DeploymentsVirtual ApplianceAdministration

Services

Configure services for the appliance.

About

Summary information of the appliance can be accessed via the About Endpoint of the appliance management API.

curl -sSL -u admin:admin -X 'GET' \
   "http://${APPLIANCE_HOST}/v2/management/host/about"

This will respond with a json with summary information including,

appliance_version - the version of the appliance
appliance_variant - the specific build and mode of the appliance
languages - the list of languages installed in the appliance.

{
"appliance_version": "6.2.1",
"appliance_variant": "sm-realtime-appliance-6.2.1-xxxxxxx",
"languages": [
  "en"
]
}

Health

If you want to monitor/assess the health of the appliance you can call the health endpoint under the appliance management api.

curl -sSL -u admin:admin -X 'GET' \
   "http://${APPLIANCE_HOST}/v2/management/health"

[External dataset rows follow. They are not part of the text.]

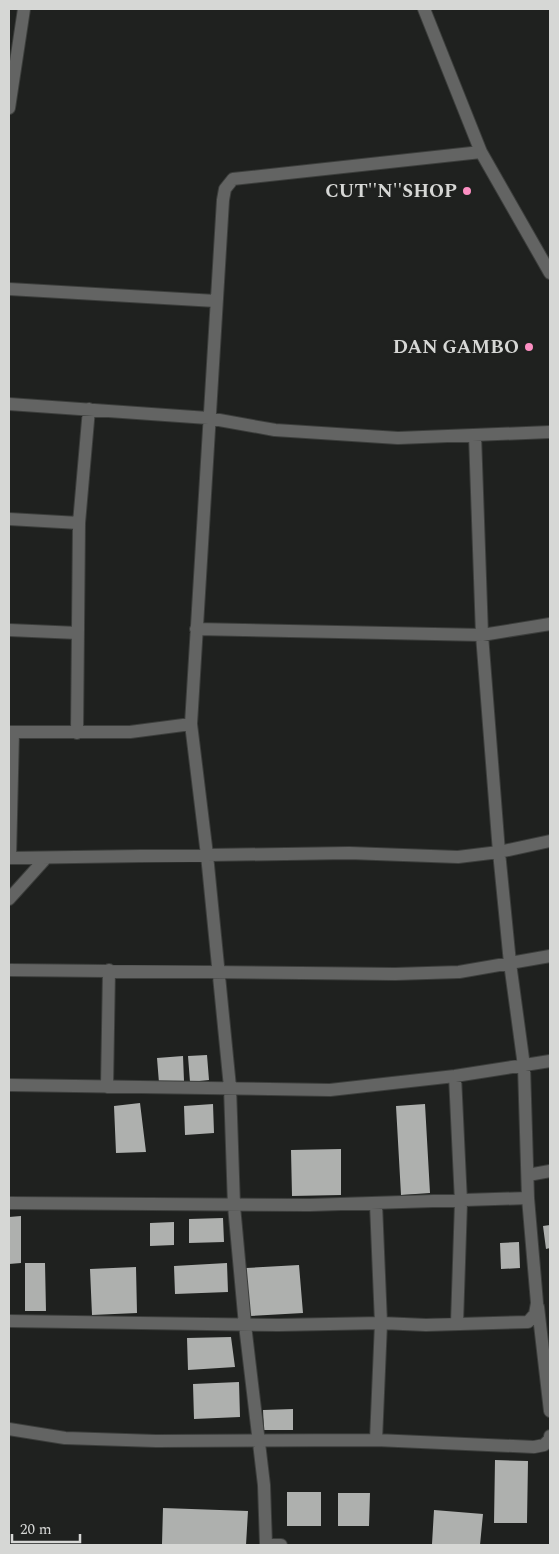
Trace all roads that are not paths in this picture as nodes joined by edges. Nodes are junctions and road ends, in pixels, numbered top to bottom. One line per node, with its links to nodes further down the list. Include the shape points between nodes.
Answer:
1 (24, 9): 3 (street)
2 (424, 9): 4 (street)
3 (9, 108)
4 (481, 152): 5 (street); 7 (street, via 233,179 223,200)
5 (550, 273)
6 (9, 289): 7 (street)
7 (216, 301): 10 (street)
8 (9, 404): 9 (street)
9 (89, 409): 10 (street); 14 (street)
10 (208, 418): 12 (street, via 285,431 398,438); 16 (street)
11 (550, 432): 12 (street)
12 (475, 434): 19 (street)
13 (9, 519): 14 (street)
14 (79, 523): 18 (street)
15 (550, 624): 19 (street)
16 (196, 629): 19 (street); 20 (street)
17 (9, 630): 18 (street)
18 (78, 633): 22 (street)
19 (482, 635): 24 (street)
20 (190, 724): 22 (street, via 130,732); 25 (street)
21 (11, 732): 22 (street); 26 (street)
22 (77, 733)
23 (550, 841): 24 (street)
24 (499, 852): 25 (street, via 458,857 349,853); 30 (street)
25 (207, 855): 27 (street); 33 (street)
26 (9, 858): 27 (street)
27 (46, 858): 28 (street)
28 (9, 899)
29 (550, 956): 30 (street)
30 (510, 963): 33 (street, via 459,972 404,974); 35 (street)
31 (9, 970): 32 (street)
32 (109, 970): 33 (street); 38 (street)
33 (218, 972): 39 (street)
34 (550, 1061): 35 (street)
35 (524, 1066): 36 (street); 41 (street)
36 (455, 1076): 39 (street, via 330,1090); 43 (street)
37 (9, 1085): 38 (street)
38 (107, 1087): 39 (street)
39 (230, 1087): 46 (street)
40 (550, 1171): 41 (street)
41 (528, 1175): 42 (street)
42 (528, 1198): 43 (street); 47 (street)
43 (461, 1202): 45 (street); 50 (street)
44 (9, 1203): 46 (street)
45 (376, 1204): 46 (street); 49 (street)
46 (234, 1206): 51 (street)
47 (537, 1303): 50 (street, via 535,1314 528,1322); 52 (street)
48 (9, 1321): 51 (street)
49 (381, 1323): 50 (street); 51 (street); 56 (street)
50 (457, 1323)
51 (245, 1325): 55 (street)
52 (550, 1411)
53 (9, 1429): 55 (street, via 83,1438)
54 (550, 1436): 56 (street, via 544,1445 534,1447)
55 (259, 1440): 56 (street); 57 (street)
56 (376, 1440)
57 (266, 1545): 58 (street)
58 (281, 1545)

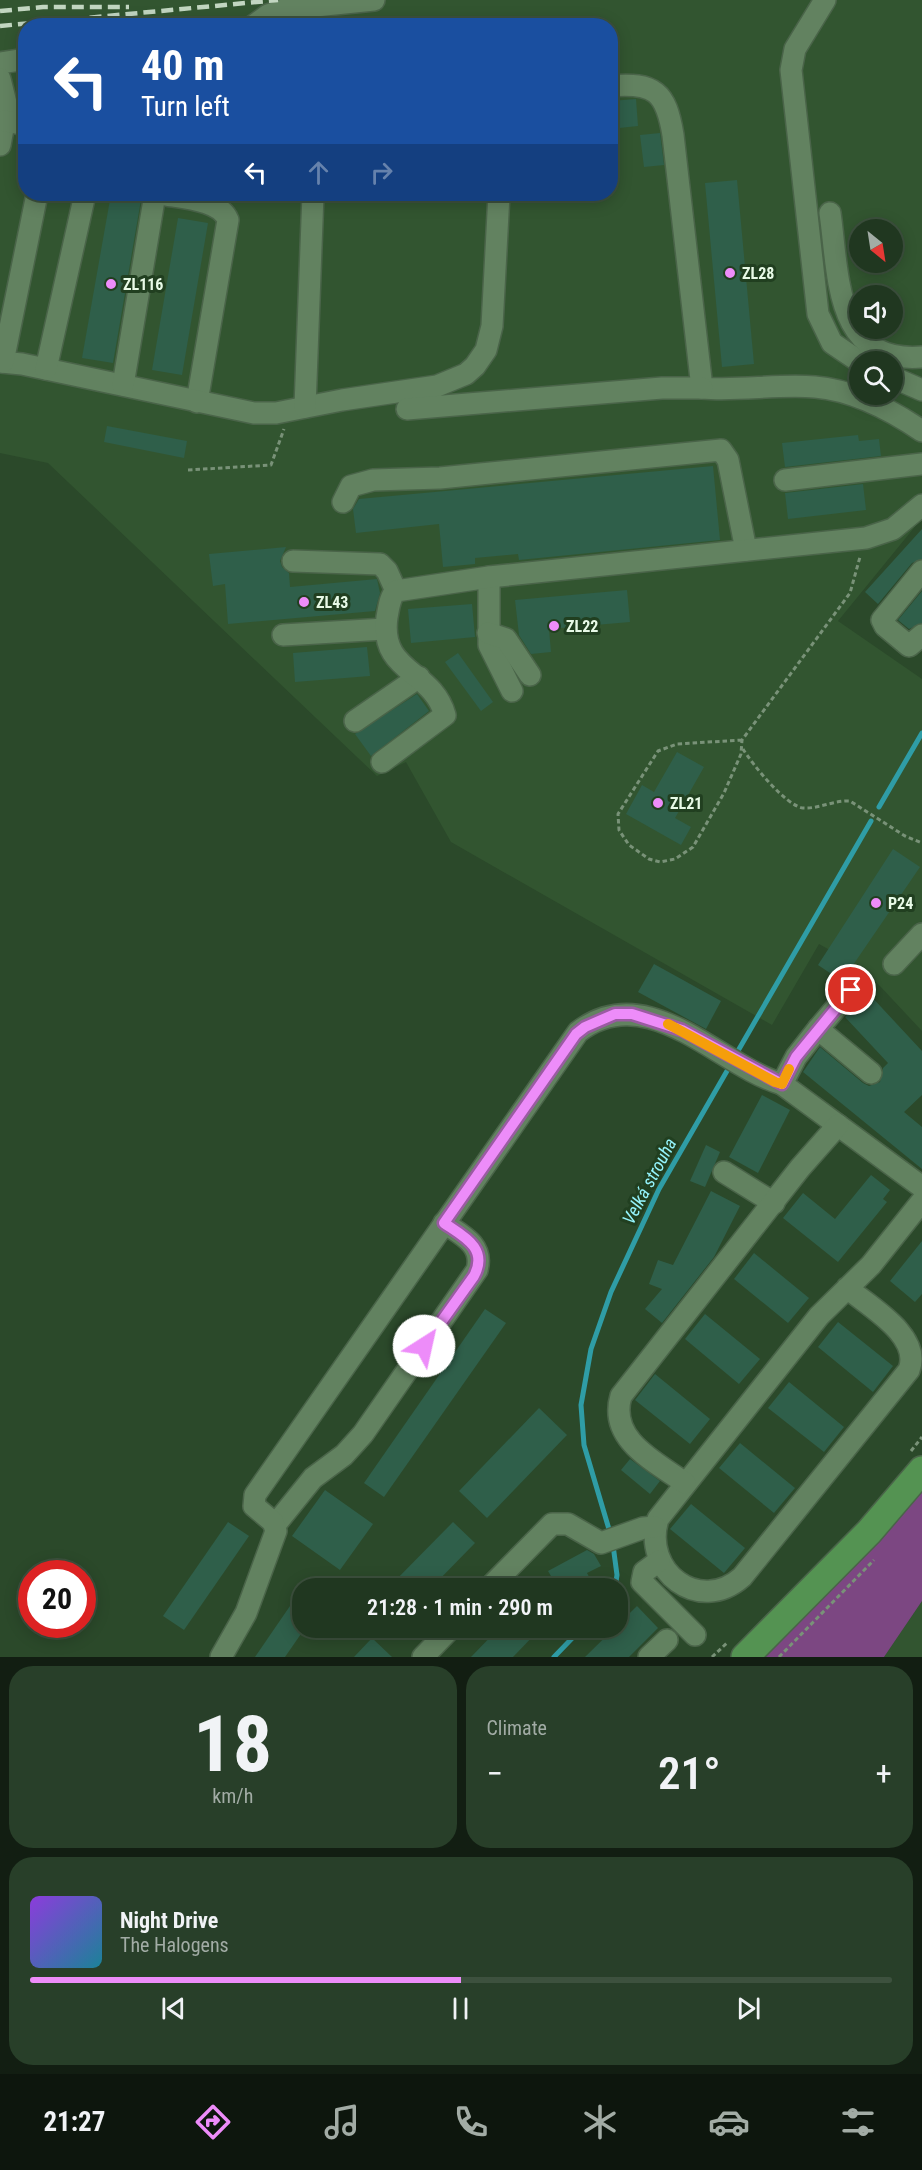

This will respond with a summary of the different components of the appliance and their status. Status can be one of healthy|disabled|unhealthy, if a component is unhealthy some related error(s) will be provided

{
  "status": "healthy",
  "database": {
    "status": "healthy"
  },
  "batch_inference": {
    "status": "healthy"
  },
  "monitoring": {
    "status": "healthy"
  },
  "storage": {
    "status": "healthy"
  },
  "realtime_inference": {
    "status": "disabled"
  },
  "gpu_inference": {
    "status": "unhealthy"
    "errors": ["expected deployment: sm-gpu to have 1 ready replicas have: 0"]
  }
}

Access Logs

If you want to download logs (to provide information for a support ticket for instance) as a ZIP file, then it is possible to do this using the following command:

curl -sSL -u admin:admin -X 'GET' \
    "http://${APPLIANCE_HOST}/v2/management/logs/zip?limit=1h" \
    -o ./speechmatics.zip

where limit is the maximum age of logs, specified by a duration.

It is also possible to do this directly from the Management Interface by going to the following URL to your browser: http://${APPLIANCE_HOST}/docs/#/Management/ZipLogs, and then clicking on the download link when the ZIP file is ready.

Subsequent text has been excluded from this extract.